John Minkel, Utilities Superintendent, City of Thousand Oaks
John Minkel, has already accomplished a lot in his tenure as Utilities Superintendent for the City of Thousand Oaks, but his best days may lie ahead.
His nomination for Emerging Leader listed leadership by example, creating a challenging environment for employees, interaction with the public, pursuing green certification, and more.
His facilities and staff have received CWEA awards for Tri-Counties Collection System, and Operator of the Year, and they won third place in the State. They’ve also received the Gold Peak Performance Award for having no discharge violations at the treatment plant two years in a row.

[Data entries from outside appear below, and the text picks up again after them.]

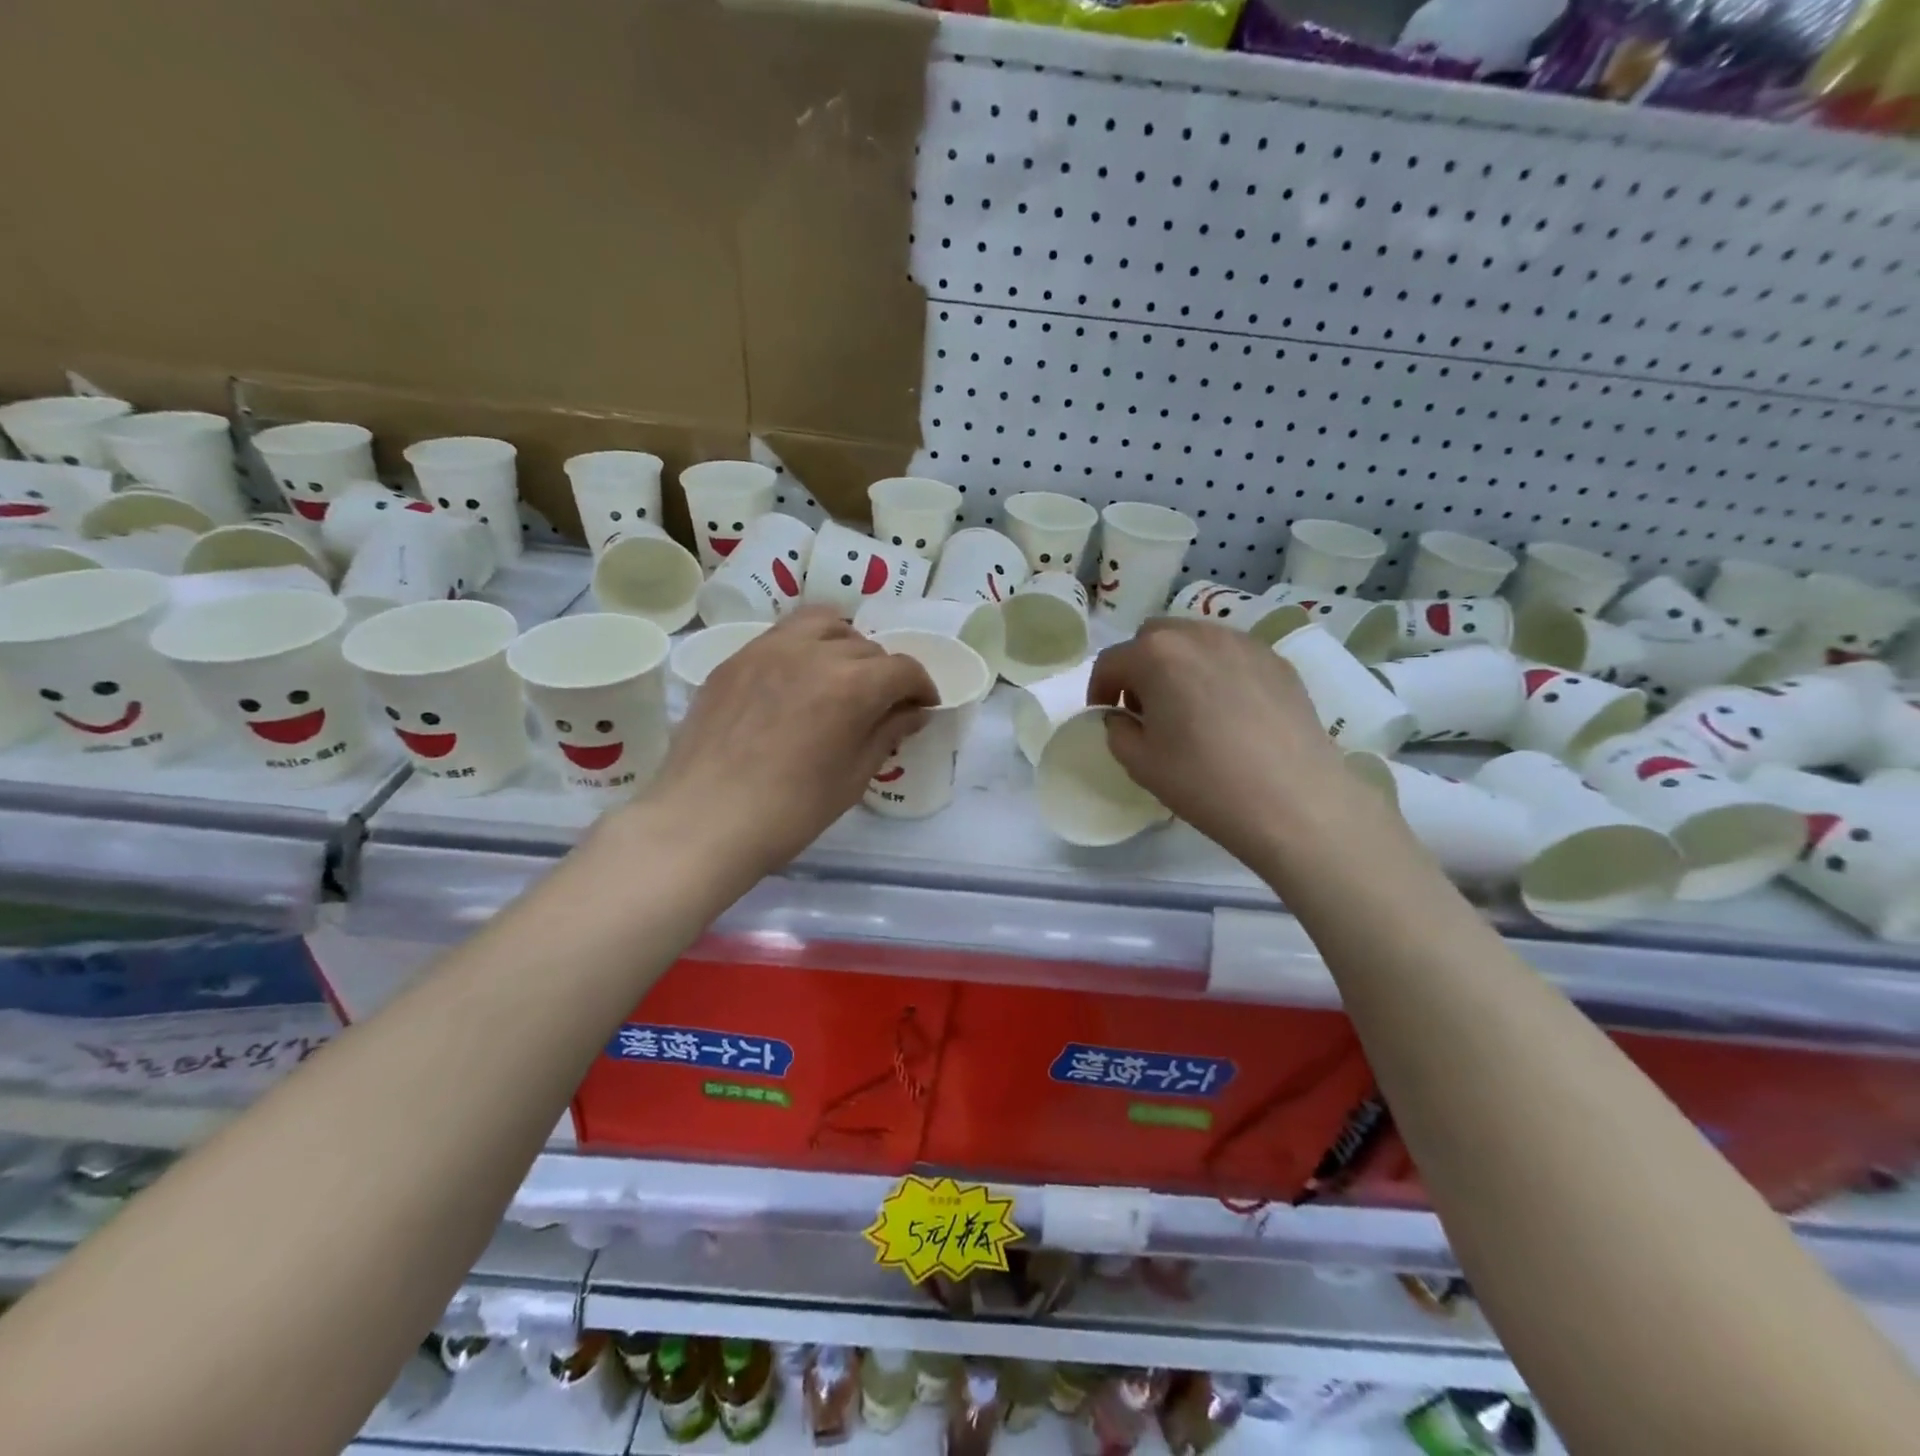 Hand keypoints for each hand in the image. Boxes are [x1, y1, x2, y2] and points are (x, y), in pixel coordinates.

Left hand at [640, 608, 936, 880]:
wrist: (703, 820)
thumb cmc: (790, 811)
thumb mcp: (852, 777)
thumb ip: (887, 733)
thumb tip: (913, 712)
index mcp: (852, 685)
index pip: (903, 669)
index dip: (922, 687)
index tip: (922, 707)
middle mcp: (814, 652)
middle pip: (866, 646)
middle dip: (884, 673)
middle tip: (881, 705)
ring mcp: (769, 649)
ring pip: (823, 624)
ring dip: (845, 644)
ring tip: (841, 674)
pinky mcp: (735, 658)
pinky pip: (782, 635)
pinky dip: (804, 646)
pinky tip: (797, 680)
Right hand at [1087, 619, 1359, 867]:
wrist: (1295, 802)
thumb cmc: (1205, 782)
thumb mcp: (1140, 764)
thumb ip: (1117, 731)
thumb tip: (1123, 717)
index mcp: (1156, 655)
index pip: (1111, 661)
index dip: (1099, 689)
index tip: (1105, 716)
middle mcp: (1199, 634)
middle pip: (1153, 638)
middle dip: (1140, 668)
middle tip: (1145, 709)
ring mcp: (1244, 644)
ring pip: (1196, 641)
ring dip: (1178, 666)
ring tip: (1188, 708)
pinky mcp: (1278, 662)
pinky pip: (1232, 656)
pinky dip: (1216, 673)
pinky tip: (1228, 713) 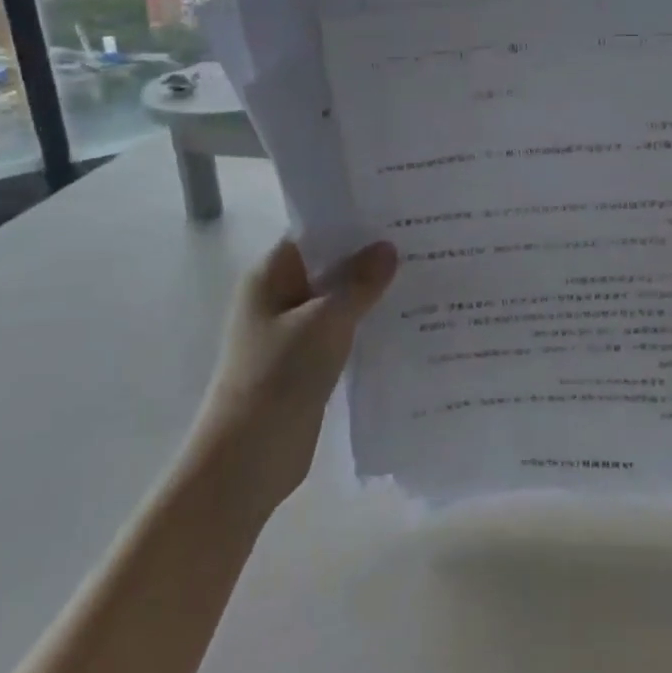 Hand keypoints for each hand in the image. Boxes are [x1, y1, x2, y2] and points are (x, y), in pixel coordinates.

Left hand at [190, 237, 398, 510]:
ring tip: (425, 276)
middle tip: (424, 242)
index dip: (353, 221)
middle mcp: (279, 297)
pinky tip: (406, 322)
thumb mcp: (324, 322)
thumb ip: (358, 283)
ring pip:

But instead of looking back, John eagerly looks ahead. “One water, that’s where we’re headed,” he says. “It’s one resource—from where we get it, how we use it, collect it, treat it, and recycle it. We’re all dealing with different aspects of it. The future is about protecting that resource, and that’s my job.”
It didn’t start out that way. Minkel was on the landscaping crew as a student at Thomas Aquinas College in Santa Paula. He worked on campus maintenance after graduating and discovered the school had its own water system and package wastewater plant.
“I job-shadowed in wastewater and liked the science, the physics, the outdoor work,” he says. “It fit me like a glove.”
He took courses in the water science program at Ventura College, earned certification, joined the water distribution staff at Ventura Regional, and then to Thousand Oaks where he started as an Operator-in-Training.
In just over 10 years he rose through the ranks from an OIT to a grade V Operator and now Superintendent (earning his MBA in his spare time). He’s developed a reputation for encouraging and challenging his employees to make improvements.
“Management is all about giving recognition where it’s due,” he says. “My job is to help facilitate the people in the field. They’re the ones doing the heavy lifting. When good things happen, it’s because of them. You need to give them the ability to run with their ideas.
There are many examples of that at Thousand Oaks. Minkel mentions one where operators came up with the idea of creating a “mini-headworks” at the FOG (Fats, Oils, and Grease) receiving station to clear out rags and debris and improve digestibility of the material and overall gas production to fuel renewable energy production.
Communications is a key to success, Minkel says. “The main thing is not to hide anything. Be honest, be transparent. I want to keep my supervisors informed, my colleagues informed, and the people working for me informed. I want to share information as much as I can. When we work together, we succeed.”